Arnaud BENOIST-VIDAL, Gérant d’actifs
La saison des résultats du 3ème trimestre a été dure pour les acteurs du luxe. La Chine est l’excuse toute trouvée par tous, pour ne pas remplir ses objectifs, mais très franchement, les publications ont dévoilé d’autres difficultés et défis que doit résoudre chaque entreprise. LVMH souffre depuis plusieurs trimestres de sa division Vins & Spiritueux. Celle-ci affiche une médiocre décroissance organique de 7% au troisième trimestre, après -5% et -12% respectivement au 2ème et 1er trimestre. Le segment Cognac & Spiritueux est en baisse de 11% sur neuf mois, à cause d’une faible demande aux États-Unis, entraînant un fort déstockage, ainsi qu’à la défiance du consommateur et des distributeurs chinois. La branche Champagne & Vins est également en baisse de 6% sur neuf mois aux États-Unis, du fait d’une faible demande et des conditions climatiques. Cependant le mal ne s’arrête pas là, la division Mode & Maroquinerie est en décroissance de 5%, après des modestes +2% et+1% les trimestres précédents. La Chine, logée dans la zone Asie hors Japon et qui est en baisse de 16% sur un an, est probablement le principal responsable de cette contreperformance. Quant à Kering, le dernier de la classe, les problèmes sont probablement plus profonds, avec un sujet d’identité des marques en forte décroissance organique, y compris chez des maisons prestigieuses comme Gucci (-25%) et Yves Saint-Laurent (-12%). Ce groupe devra résoudre à la fois des problèmes d’image et d’attractivité des produits. Un sujet qui prendra plusieurs mois, et probablement plusieurs collections avant de remonter la pente.
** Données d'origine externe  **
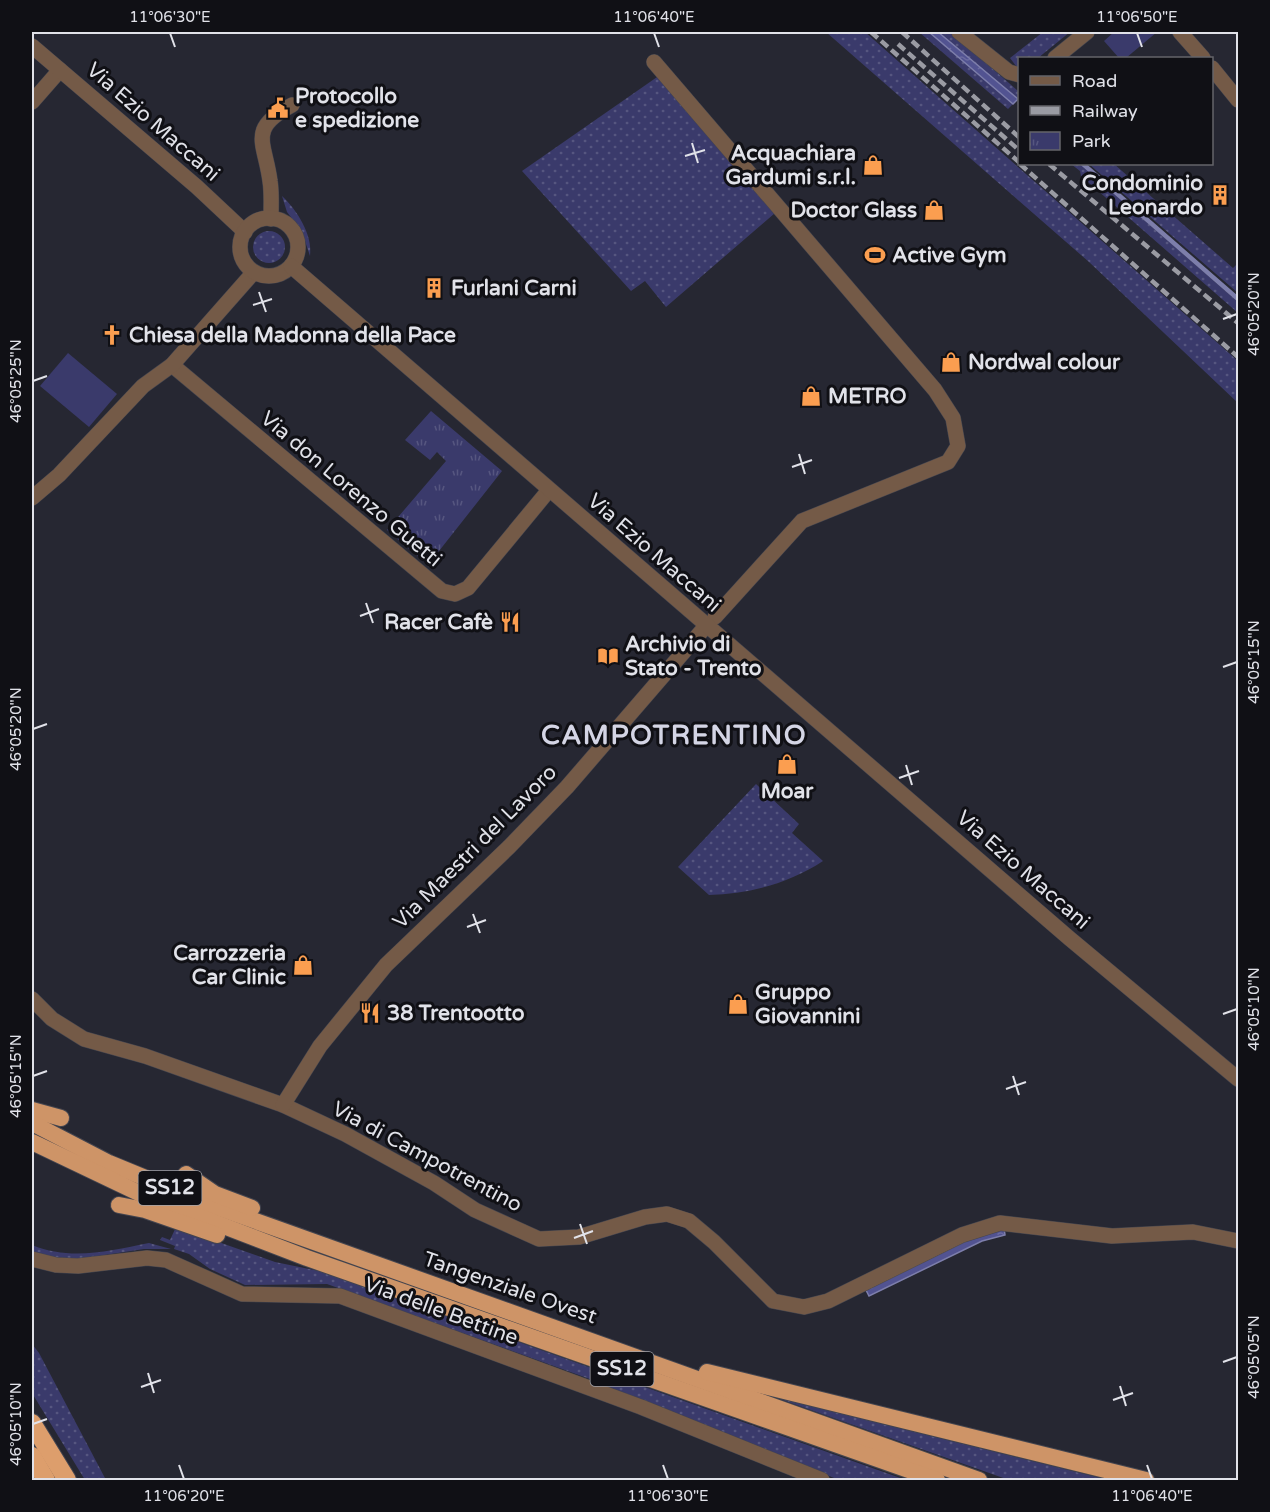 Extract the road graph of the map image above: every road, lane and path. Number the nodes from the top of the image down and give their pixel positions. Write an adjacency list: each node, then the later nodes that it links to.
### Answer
1 (959, 32): 10 (street)
2 (1087, 32): 5 (street)
3 (1180, 32): 6 (street)
4 (32, 46): 9 (street, Via Ezio Maccani)
5 (1056, 57)
6 (1202, 57)
7 (654, 62): 21 (street, Via Ezio Maccani)
8 (1213, 69): 11 (street)
9 (60, 70): 12 (street); 15 (street, Via Ezio Maccani)
10 (1018, 74)
11 (1239, 100)
12 (32, 102)
13 (292, 105): 14 (street)
14 (271, 219): 15 (street); 16 (street)
15 (245, 232): 17 (street)
16 (291, 266): 17 (street); 19 (street, Via Ezio Maccani)
17 (254, 272): 18 (street)
18 (172, 365): 19 (street, Via don Lorenzo Guetti); 20 (street)
19 (549, 490): 21 (street, Via Ezio Maccani)
20 (32, 498)
21 (710, 621): 23 (street, Via Ezio Maccani); 24 (street, Via Maestri del Lavoro)
22 (32, 999): 24 (street, Via di Campotrentino)
23 (1239, 1079)
24 (283, 1105): 31 (street, Via di Campotrentino)
25 (32, 1110): 26 (highway)
26 (61, 1118)
27 (32, 1122): 32 (highway, Tangenziale Ovest / SS12)
28 (32, 1142): 32 (highway, Tangenziale Ovest / SS12)
29 (186, 1174): 32 (highway)
30 (119, 1206): 32 (highway)
31 (1239, 1241)
32 (310, 1250): 34 (highway, Tangenziale Ovest / SS12); 40 (highway, Tangenziale Ovest / SS12)
33 (32, 1259): 39 (street, Via delle Bettine)
34 (586, 1339): 41 (highway, Tangenziale Ovest / SS12); 42 (highway)
35 (32, 1424): 38 (highway)
36 (32, 1456): 37 (highway)
37 (46, 1480)
38 (67, 1480)
39 (822, 1480)
40 (937, 1480)
41 (979, 1480)
42 (1146, 1480)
Qu’en est-t-il d’Hermès ? Les chiffres sont probants et montrent une croissance dans la quasi-totalité des divisions au 3ème trimestre : Maroquinerie-Sellerie (+14 %), Vêtement & Accessoires (+13,5 %), Soie & Textiles (+4%), Parfum & Beauté (+10,6%) et autres métiers (+13,6%). Seule l’Horlogerie est en difficulté (-18,2%), mais son poids représente à peine un peu plus de 3% de revenus du groupe. Quel est le secret d’un tel succès dans un environnement difficile ? La maison, fondée en 1837 par Thierry Hermès, est toujours restée fidèle à ses valeurs que sont l’artisanat d’excellence à la française et des produits de haute qualité. L’image du produit d’exception et artisanal issue de la sellerie, son premier métier, a été répliquée avec succès progressivement dans la soie et toutes les autres spécialités. Hermès, c’est une seule histoire et non un conglomérat de sociétés ou de marques de luxe différentes, regroupées au sein d’une même entité. On a laissé le blingbling de côté, pour la qualité et l’image d’exception portant sur des produits renouvelés, mais conservant une certaine tradition.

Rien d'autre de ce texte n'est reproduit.